Bernard Legras, Cléopâtre l'Egyptienne, Paris, Les Belles Lettres, 300 p., Index des sources (Sources littéraires grecques et latines, bibliques, néo-testamentaires et prophétiques. Sources épigraphiques, inscriptions grecques et latines, inscriptions hiéroglyphiques et démotiques. Sources papyrologiques (grecques et latines, hiéroglyphiques et démotiques. Sources numismatiques, iconographiques), Index des personnes, table des illustrations.
Voici un livre agréable et fort savant. On peut penser à Lucain qui voyait, dans la beauté de Cléopâtre VII, le malheur de Rome, et il la comparait à Hélène de Sparte.
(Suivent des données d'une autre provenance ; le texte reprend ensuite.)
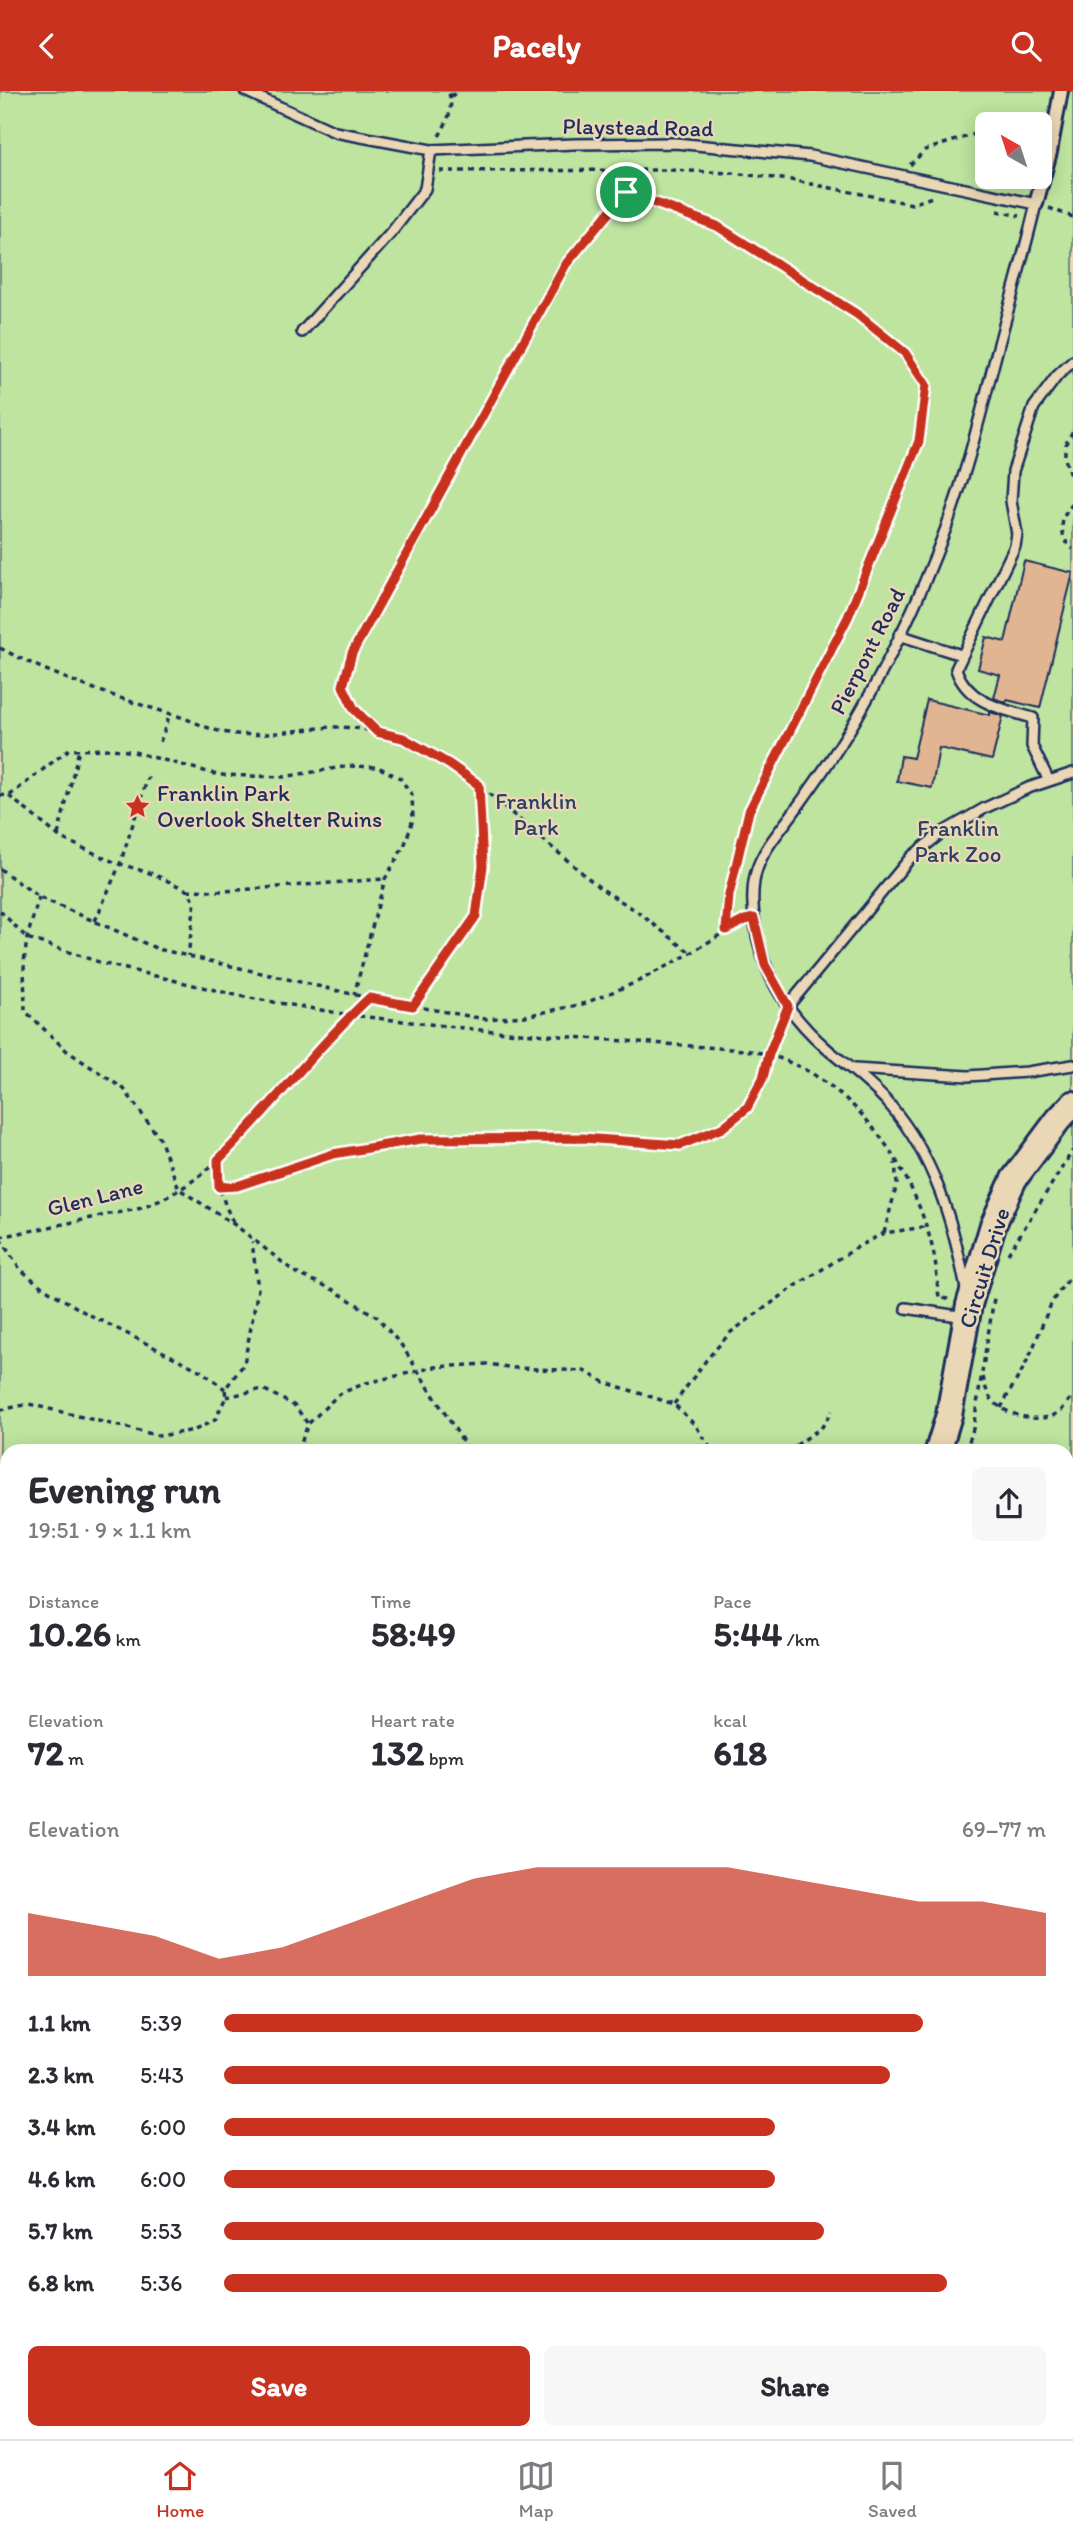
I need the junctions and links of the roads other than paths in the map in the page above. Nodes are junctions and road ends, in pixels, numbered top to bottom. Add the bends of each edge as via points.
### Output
1 (245, 91) edge
2 (1061, 91) edge
3 (431, 150) junction
4 (1036, 204) junction
5 (302, 332) dead end
6 (1073, 361) edge
7 (900, 635) junction
8 (961, 655) junction
9 (1073, 773) edge
10 (1049, 781) junction
11 (788, 1006) junction
12 (1073, 1065) edge
13 (854, 1069) junction
14 (1073, 1104) edge
15 (906, 1308) dead end
16 (968, 1311) junction
17 (940, 1444) edge

1 - 3 lane, Playstead Road via 335,132
2 - 4 street
3 - 4 lane, Playstead Road via 675,143 810,156
3 - 5 lane via 425,189
4 - 7 lane, Pierpont Road via 967,464 934,558
6 - 8 lane via 1034,407 1013,471 1015,546
7 - 8 lane
7 - 11 lane, Pierpont Road via 853,725 760,861 754,918 765,965
8 - 10 lane via 956,669 959,680 982,702 1033,718 1032,747
9 - 10 lane
10 - 11 lane via 985,808 911,857
11 - 13 lane, Pierpont Road via 820,1042
12 - 13 lane via 968,1076
13 - 16 lane, Pierpont Road via 890,1105 922,1149 957,1239
14 - 16 main road, Circuit Drive via 1014,1179 993,1225
15 - 16 lane
16 - 17 main road, Circuit Drive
L'auteur s'appuie sur des sources, souvent nouvelles, pour raconter la vie et la mort de cette reine exceptionnelle. Polyglotte, lettrée, elle parlait et écrivait le grec, se débrouillait avec l'égyptien, l'éthiopien, l'hébreu qu'elle maîtrisait, l'arabe, selon Plutarque du moins, sans doute, mais pas le latin. Mais à Rome, lorsqu'elle y fut, l'élite intellectuelle parlait grec aussi.
Le livre raconte la vie compliquée de Cléopâtre VII ; son ascension au pouvoir dépend de Rome. Elle restaure ensuite son pouvoir, elle a un fils de César (à moins qu'il ne fût plutôt d'Antoine), Césarion, avec qui elle partage son pouvoir (co-souverain). Réaliste, elle rétablit progressivement le statut économique de l'Egypte. Mais quel était le prix des guerres, comment était-il payé?
Avec Antoine, une proximité (érotique ?) s'établit jusqu'à sa mort qui précède de peu celle de Cléopâtre. Alors l'Egypte passe sous le contrôle de Rome, et fait désormais partie de l'Imperium Romanum.
L'intérêt du livre, que je ne sais pas très bien rendre ici, ne tient pas aux événements qu'il raconte, dont il fait les hypothèses. Car le livre multiplie, prudemment, les hypothèses. L'intérêt majeur de l'ouvrage tient plutôt à sa méthode. Il y a du bricolage (et le bricolage, c'est positif, comme le disait Claude Lévy-Strauss !), des paris, des discussions, des hésitations, des doutes et des affirmations tentées. Des interrogations s'ajoutent aux premières hypothèses, car en fait on ne sait pas grand chose ou du moins, on en ignore tellement. Mais le personnage de Cléopâtre VII n'en est encore que plus mystérieux et plus banal après avoir refermé le livre.
A lire, pour connaître l'histoire de Cléopâtre, mais aussi pour mieux savoir que l'on ne la connaît guère. Car l'auteur sait à merveille mélanger les sources et les difficultés. L'épistémologie est constante dans le livre, sans le dire, prudente. Très beau travail d'historien.